Kurdish Peshmerga fighters are claiming their most decisive victory yet against the brutal Islamic State (ISIS) terrorist group in northern Iraq, by breaking the jihadists’ siege of the strategic Mount Sinjar.
Mount Sinjar has been the scene of one of the most high-profile humanitarian emergencies in the fight against ISIS, with thousands of Yazidi Kurds being trapped there for months after fleeing the Islamists’ conquest of the town of Sinjar.
ISIS has killed countless Yazidis during its bloody push through Iraq and sold scores of Yazidi women into sex slavery, as part of a systematic campaign of ethnic-cleansing. Those trapped on the mountain had been faced with a grim choice: surrender and convert, or die.

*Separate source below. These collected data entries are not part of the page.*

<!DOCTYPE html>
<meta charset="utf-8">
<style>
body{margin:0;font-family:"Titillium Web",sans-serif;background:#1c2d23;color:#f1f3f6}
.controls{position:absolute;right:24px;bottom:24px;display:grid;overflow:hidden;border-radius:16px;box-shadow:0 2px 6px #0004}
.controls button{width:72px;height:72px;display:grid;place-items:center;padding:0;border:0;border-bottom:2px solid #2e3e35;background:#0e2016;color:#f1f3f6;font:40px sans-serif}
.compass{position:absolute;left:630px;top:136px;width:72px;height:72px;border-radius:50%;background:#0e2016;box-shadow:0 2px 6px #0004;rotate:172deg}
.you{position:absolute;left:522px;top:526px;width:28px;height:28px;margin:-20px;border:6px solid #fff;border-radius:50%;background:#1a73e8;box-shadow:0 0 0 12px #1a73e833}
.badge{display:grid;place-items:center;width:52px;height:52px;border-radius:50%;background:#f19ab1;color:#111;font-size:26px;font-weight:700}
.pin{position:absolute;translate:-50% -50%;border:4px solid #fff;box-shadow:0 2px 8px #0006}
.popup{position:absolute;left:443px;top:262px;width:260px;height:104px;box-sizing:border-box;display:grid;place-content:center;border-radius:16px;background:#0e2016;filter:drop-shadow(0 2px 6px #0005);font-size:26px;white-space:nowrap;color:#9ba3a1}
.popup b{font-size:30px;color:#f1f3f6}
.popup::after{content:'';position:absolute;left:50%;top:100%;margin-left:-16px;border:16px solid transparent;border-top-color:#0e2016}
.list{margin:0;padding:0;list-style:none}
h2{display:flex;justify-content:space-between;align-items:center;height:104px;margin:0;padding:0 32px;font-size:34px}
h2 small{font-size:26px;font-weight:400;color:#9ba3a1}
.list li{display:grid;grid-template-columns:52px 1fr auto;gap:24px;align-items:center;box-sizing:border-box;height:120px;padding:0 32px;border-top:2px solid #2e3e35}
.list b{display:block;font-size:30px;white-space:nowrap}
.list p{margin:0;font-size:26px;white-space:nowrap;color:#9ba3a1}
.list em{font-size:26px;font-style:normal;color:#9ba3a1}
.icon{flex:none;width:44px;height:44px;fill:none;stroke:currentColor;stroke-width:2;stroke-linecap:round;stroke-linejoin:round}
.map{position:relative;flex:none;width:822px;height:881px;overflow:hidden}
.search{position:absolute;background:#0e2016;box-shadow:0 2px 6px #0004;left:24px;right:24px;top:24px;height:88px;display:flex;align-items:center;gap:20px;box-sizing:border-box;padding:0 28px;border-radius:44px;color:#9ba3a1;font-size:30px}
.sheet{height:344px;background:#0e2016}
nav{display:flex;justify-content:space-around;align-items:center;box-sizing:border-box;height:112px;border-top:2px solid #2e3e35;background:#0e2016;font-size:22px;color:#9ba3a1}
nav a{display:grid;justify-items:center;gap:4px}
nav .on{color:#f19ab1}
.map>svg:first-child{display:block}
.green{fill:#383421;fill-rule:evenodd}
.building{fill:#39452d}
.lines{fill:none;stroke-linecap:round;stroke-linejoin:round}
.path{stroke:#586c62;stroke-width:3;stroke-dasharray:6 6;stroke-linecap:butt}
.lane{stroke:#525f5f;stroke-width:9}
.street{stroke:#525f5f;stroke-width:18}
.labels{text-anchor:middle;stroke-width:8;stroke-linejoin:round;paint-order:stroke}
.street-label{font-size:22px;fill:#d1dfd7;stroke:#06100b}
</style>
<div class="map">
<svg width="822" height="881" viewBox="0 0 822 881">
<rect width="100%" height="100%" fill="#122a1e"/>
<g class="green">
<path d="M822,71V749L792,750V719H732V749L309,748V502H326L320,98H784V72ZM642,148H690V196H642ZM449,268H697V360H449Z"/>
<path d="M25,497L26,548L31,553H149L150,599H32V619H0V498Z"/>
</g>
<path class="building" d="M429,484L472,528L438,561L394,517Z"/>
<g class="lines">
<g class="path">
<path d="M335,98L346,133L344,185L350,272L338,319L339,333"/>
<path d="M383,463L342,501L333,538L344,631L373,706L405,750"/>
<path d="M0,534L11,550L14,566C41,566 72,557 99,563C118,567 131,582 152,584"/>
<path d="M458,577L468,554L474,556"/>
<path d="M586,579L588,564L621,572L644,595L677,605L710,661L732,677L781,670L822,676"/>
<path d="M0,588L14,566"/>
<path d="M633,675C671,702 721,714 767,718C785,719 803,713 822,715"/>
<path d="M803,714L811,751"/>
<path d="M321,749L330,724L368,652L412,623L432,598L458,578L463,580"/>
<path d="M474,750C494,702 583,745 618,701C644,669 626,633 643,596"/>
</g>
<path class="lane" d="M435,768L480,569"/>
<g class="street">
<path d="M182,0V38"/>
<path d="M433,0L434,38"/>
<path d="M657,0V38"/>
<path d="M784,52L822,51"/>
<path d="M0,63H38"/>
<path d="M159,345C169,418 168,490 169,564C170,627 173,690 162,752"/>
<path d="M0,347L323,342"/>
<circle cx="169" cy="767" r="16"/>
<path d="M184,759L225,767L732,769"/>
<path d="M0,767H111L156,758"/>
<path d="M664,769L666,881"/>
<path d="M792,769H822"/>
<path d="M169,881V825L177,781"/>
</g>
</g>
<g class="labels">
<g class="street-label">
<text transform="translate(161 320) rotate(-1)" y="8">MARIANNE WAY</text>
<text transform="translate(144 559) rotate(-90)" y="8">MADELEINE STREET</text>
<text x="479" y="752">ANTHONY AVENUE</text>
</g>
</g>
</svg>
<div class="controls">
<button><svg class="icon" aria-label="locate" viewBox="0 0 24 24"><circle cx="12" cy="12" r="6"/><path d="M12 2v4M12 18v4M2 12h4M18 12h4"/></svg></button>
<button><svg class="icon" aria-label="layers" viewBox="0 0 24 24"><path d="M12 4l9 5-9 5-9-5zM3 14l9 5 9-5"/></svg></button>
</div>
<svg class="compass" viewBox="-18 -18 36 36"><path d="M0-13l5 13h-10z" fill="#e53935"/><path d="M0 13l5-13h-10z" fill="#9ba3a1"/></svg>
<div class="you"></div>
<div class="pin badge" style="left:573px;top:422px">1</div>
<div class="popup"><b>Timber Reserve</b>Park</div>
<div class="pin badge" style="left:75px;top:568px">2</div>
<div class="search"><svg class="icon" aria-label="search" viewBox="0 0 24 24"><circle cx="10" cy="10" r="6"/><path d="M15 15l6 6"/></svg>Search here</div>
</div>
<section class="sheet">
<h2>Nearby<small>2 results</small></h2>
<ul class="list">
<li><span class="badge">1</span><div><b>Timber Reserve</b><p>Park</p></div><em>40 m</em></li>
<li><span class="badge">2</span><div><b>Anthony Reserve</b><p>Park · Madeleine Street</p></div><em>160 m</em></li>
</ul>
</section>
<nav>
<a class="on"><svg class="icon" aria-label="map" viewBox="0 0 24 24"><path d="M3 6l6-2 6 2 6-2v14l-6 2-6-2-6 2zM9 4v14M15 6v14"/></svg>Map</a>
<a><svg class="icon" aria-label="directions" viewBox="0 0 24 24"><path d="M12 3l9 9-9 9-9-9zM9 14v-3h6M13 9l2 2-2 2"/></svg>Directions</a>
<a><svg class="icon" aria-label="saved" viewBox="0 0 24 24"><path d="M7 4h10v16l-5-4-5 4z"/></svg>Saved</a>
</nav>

But Kurds say their latest operation to break the siege and free those trapped, which began on Wednesday, has been successful. The Peshmerga ground offensive involved 8,000 Kurdish fighters, who attacked ISIS positions in a two-pronged offensive and succeeded in breaking open a wide corridor to allow refugees to be evacuated to safety.
Kurdish officials say as many as 80 ISIS fighters were killed while the rest fled westward to Syria or eastward to Iraq’s former second city of Mosul, which jihadists captured during the summer. Those figures could not yet be independently verified.
The ground offensive was backed by what is being described as the most intensive round of airstrikes yet by US-led coalition forces against the Islamists.
A blistering 45 airstrikes reportedly killed a significant number of ISIS fighters, including several senior leaders, according the head of America’s Joint Chiefs of staff, General Martin Dempsey.
The deaths of three ISIS leaders in particular has been particularly “disruptive to their planning and command and control,” Dempsey told the Wall Street Journal.
US airstrikes between December 3- 9 killed Abd al Basit, the head of ISIS’s entire military operations in Iraq, and Haji Mutazz, a key deputy to the group’s leader and self-declared “Caliph” Abu Bakr al-Baghdadi.
Airstrikes in November also killed a number of mid-level ISIS commanders, including Radwin Talib, who ISIS appointed as its “governor” in Mosul.
But while ISIS’s leadership is believed to have been seriously weakened by the airstrikes, the jihadist group still maintains control over large swathes of territory in northern Iraq and Syria.